THE PROBLEM >>
For this exercise, please find the lines in the entries that include the word "Answer" and copy them.

RECORDS PROVIDED >>
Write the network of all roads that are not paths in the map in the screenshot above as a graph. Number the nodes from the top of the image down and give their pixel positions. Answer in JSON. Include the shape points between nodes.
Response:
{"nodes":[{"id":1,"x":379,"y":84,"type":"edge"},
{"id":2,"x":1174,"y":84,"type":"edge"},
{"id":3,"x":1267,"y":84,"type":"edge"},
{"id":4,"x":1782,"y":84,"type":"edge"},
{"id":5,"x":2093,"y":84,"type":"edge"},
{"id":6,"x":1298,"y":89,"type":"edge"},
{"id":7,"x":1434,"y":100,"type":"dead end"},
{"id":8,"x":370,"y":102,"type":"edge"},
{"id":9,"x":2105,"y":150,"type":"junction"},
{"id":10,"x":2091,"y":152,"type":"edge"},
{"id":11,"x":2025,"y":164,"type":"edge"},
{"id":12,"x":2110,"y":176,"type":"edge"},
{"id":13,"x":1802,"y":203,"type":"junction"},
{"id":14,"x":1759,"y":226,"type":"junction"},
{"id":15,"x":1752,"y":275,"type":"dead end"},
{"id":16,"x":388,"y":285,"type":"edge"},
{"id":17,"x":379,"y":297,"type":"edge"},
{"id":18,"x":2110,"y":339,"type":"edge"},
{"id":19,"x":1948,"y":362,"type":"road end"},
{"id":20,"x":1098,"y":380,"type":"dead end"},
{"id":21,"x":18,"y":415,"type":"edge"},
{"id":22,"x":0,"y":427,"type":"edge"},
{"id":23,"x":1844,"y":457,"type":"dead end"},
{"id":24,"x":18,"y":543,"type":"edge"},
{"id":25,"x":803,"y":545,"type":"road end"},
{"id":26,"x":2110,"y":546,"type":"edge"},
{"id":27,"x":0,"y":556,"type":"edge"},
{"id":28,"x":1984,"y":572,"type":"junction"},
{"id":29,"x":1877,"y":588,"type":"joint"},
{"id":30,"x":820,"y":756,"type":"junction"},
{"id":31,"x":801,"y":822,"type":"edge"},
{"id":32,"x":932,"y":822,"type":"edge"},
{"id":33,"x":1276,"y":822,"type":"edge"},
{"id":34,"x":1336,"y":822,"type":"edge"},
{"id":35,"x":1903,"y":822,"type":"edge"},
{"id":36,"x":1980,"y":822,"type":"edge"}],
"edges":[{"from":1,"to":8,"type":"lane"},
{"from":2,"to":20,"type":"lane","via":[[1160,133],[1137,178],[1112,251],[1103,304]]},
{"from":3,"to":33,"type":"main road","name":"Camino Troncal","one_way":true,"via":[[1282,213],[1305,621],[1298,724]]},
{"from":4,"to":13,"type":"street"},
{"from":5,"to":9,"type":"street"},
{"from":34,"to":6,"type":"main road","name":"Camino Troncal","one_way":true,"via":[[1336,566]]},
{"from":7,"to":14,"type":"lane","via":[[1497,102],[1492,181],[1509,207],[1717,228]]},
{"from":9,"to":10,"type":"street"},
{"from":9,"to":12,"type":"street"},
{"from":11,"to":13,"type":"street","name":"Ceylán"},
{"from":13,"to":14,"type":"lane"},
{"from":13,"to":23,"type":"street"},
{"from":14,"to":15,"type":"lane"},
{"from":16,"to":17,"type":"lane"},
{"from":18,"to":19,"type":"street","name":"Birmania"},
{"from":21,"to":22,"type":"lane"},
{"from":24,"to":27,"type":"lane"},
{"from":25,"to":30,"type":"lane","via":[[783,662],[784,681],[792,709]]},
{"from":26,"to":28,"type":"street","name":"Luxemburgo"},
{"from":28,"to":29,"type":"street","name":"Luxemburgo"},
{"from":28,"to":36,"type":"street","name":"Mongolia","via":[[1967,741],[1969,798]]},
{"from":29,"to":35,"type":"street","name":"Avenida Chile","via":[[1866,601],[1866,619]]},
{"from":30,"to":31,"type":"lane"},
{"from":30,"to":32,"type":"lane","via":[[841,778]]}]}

---

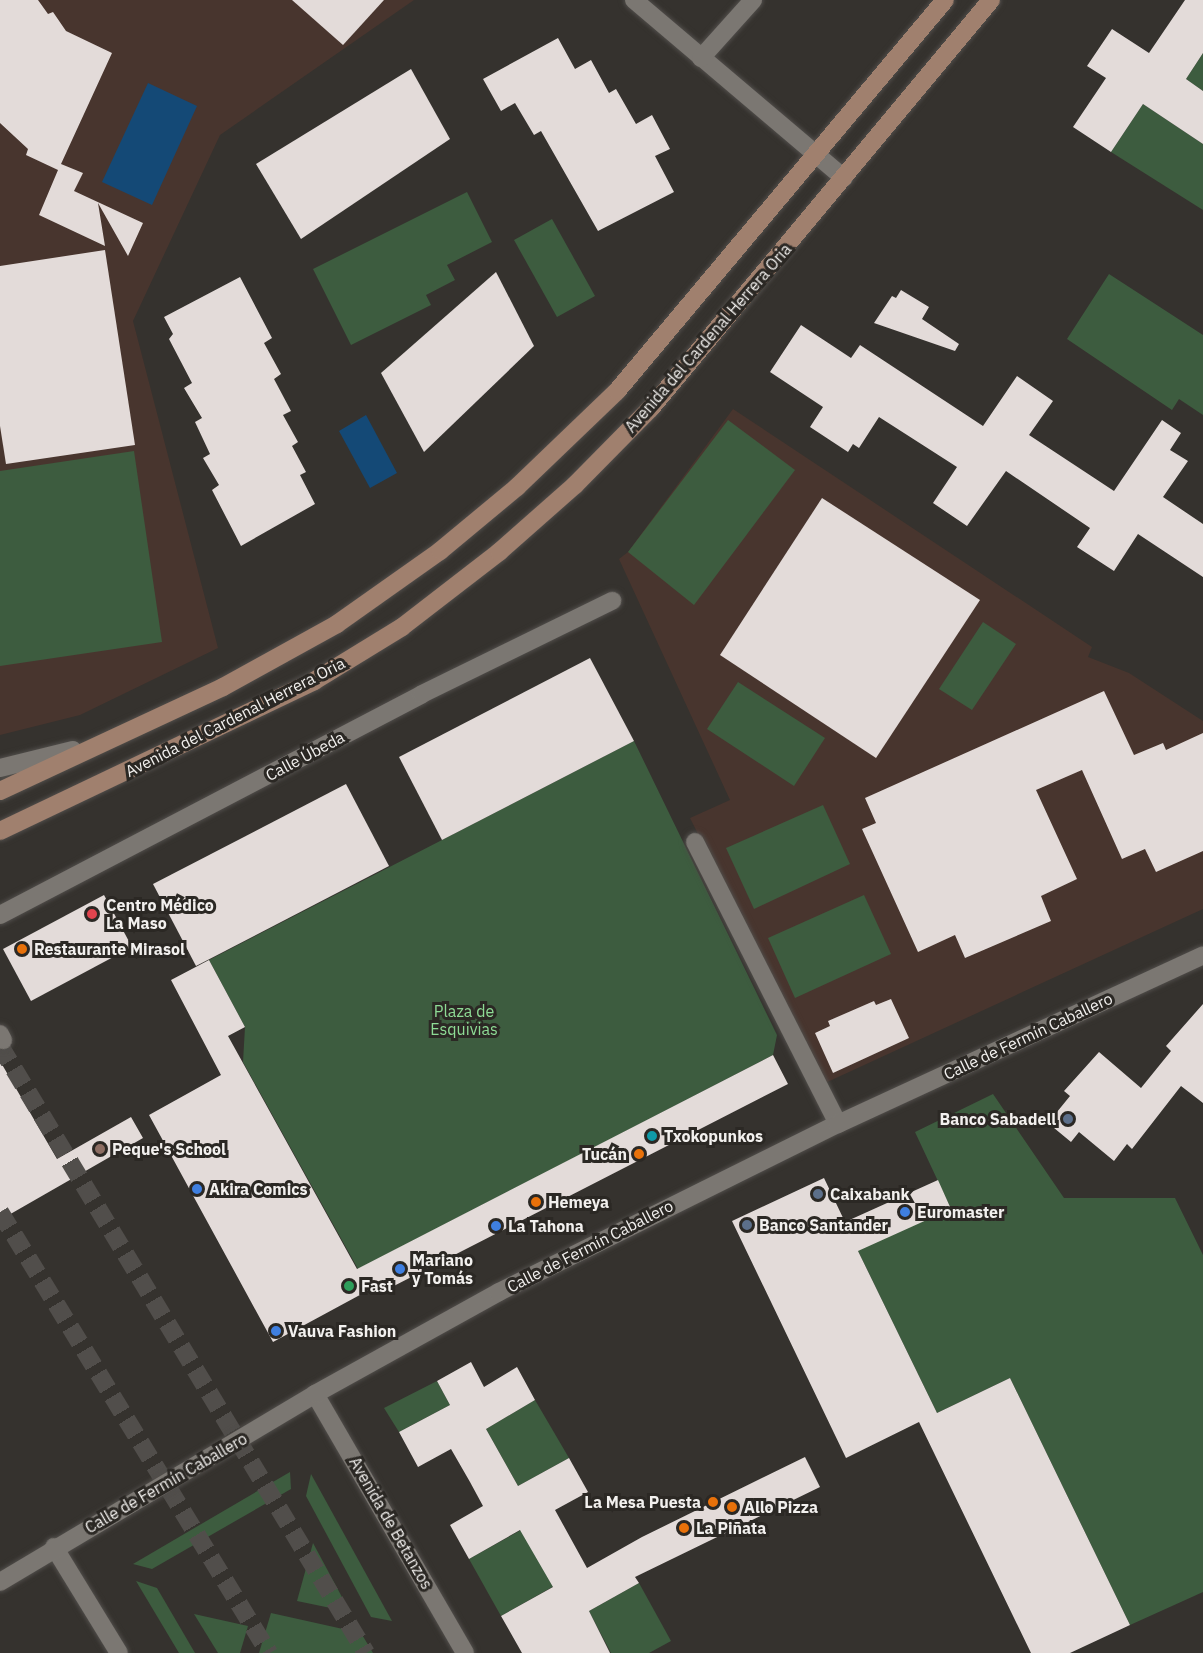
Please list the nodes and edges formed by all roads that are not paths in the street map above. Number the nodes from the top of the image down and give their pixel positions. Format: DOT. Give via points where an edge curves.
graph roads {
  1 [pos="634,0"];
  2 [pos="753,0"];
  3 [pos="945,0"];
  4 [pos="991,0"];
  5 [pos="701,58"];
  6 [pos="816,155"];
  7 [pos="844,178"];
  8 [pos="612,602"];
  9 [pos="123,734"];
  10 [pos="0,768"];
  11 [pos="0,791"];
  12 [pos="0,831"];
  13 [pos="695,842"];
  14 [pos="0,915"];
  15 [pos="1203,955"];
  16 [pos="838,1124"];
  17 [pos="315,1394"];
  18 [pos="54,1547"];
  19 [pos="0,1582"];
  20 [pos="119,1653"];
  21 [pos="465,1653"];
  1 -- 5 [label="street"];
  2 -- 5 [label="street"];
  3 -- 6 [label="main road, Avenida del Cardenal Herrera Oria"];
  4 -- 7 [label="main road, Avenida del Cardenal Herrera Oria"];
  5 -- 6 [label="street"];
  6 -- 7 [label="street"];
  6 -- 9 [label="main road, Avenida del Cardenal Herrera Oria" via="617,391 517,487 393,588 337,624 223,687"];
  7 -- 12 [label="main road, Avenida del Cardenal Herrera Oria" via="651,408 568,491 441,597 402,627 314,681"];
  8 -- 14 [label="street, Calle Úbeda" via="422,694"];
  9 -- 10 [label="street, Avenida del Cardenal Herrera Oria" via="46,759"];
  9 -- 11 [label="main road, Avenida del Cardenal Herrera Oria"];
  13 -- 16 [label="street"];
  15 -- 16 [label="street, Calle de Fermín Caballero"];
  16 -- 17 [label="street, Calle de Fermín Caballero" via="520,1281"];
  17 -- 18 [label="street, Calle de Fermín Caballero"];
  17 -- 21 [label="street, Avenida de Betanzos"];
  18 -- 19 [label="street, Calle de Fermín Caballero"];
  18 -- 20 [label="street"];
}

---

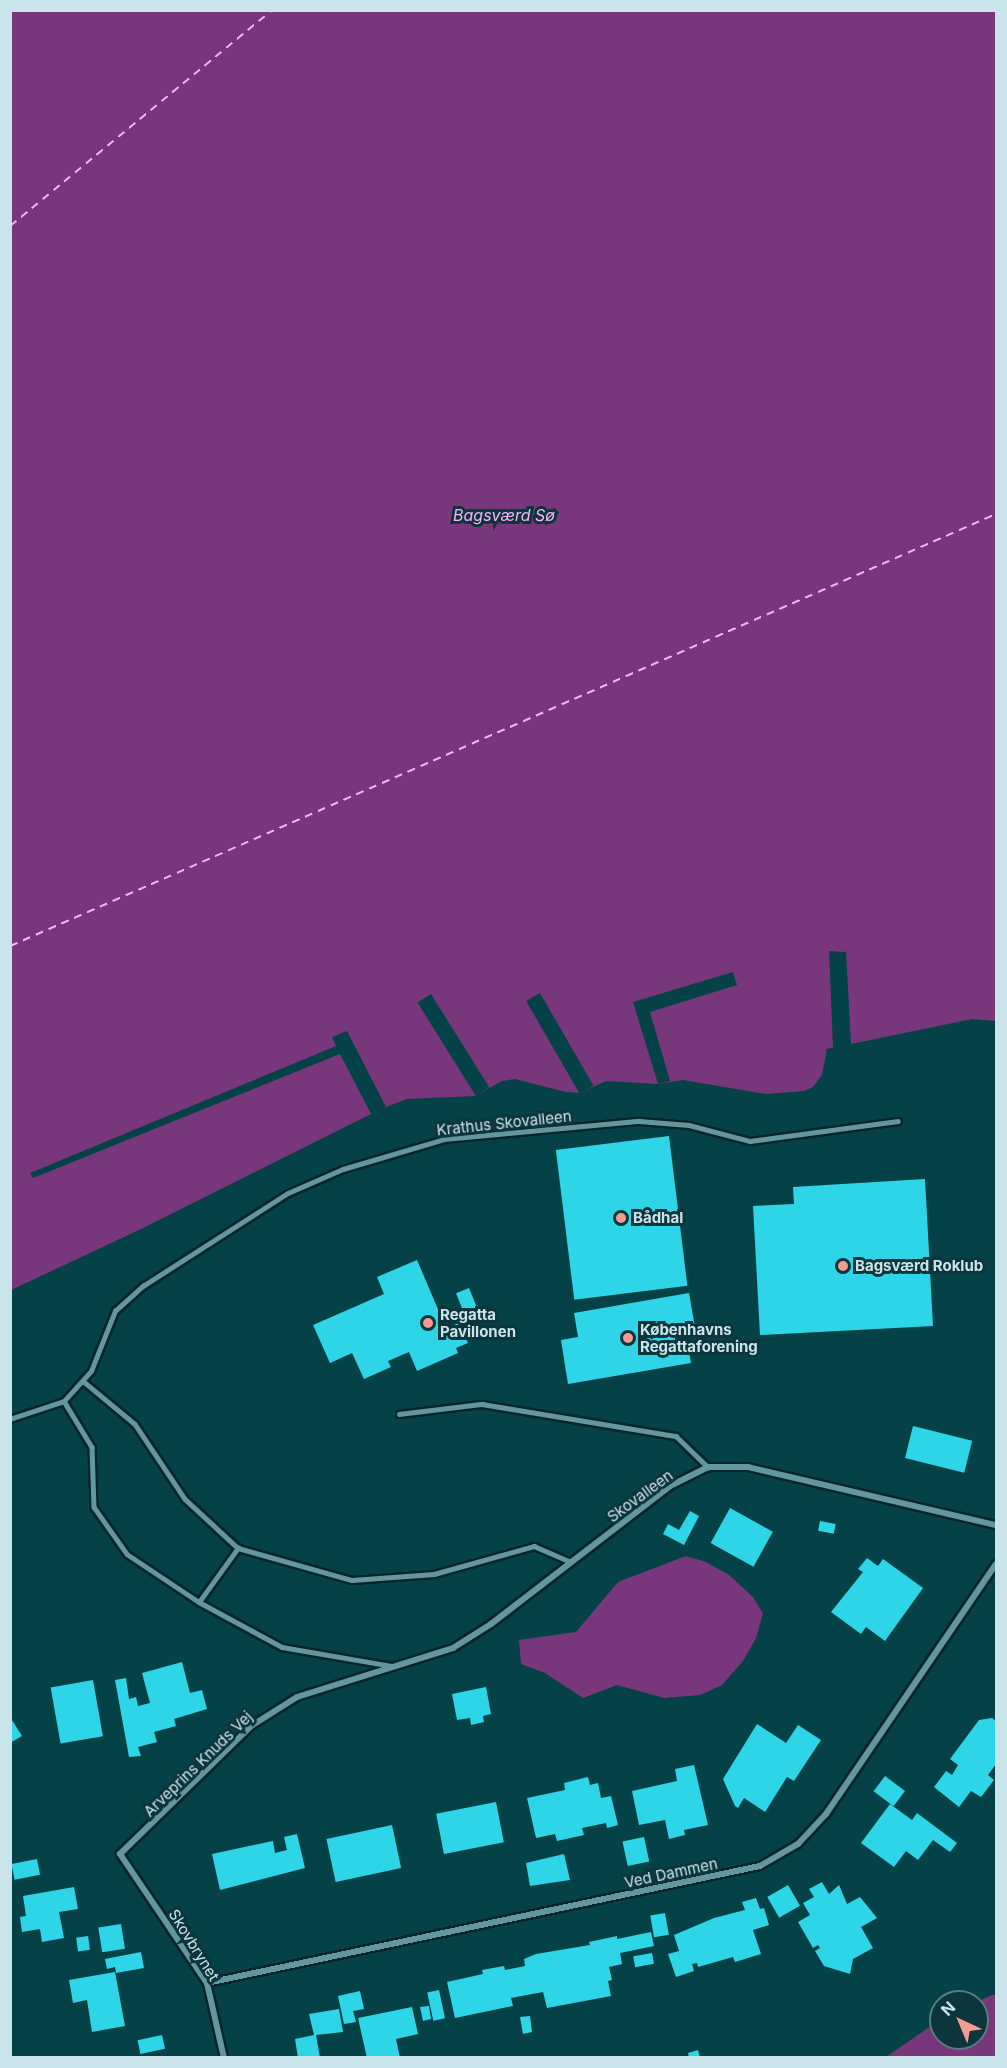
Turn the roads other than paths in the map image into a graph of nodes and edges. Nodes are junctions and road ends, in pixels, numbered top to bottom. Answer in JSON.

YOUR SOLUTION >>
Write the network of all roads that are not paths in the map in the screenshot above as a graph. Number the nodes from the top of the image down and give their pixel positions. Answer in JSON. Include the shape points between nodes.
Turn the roads other than paths in the map image into a graph of nodes and edges. Nodes are junctions and road ends, in pixels, numbered top to bottom. Answer in JSON.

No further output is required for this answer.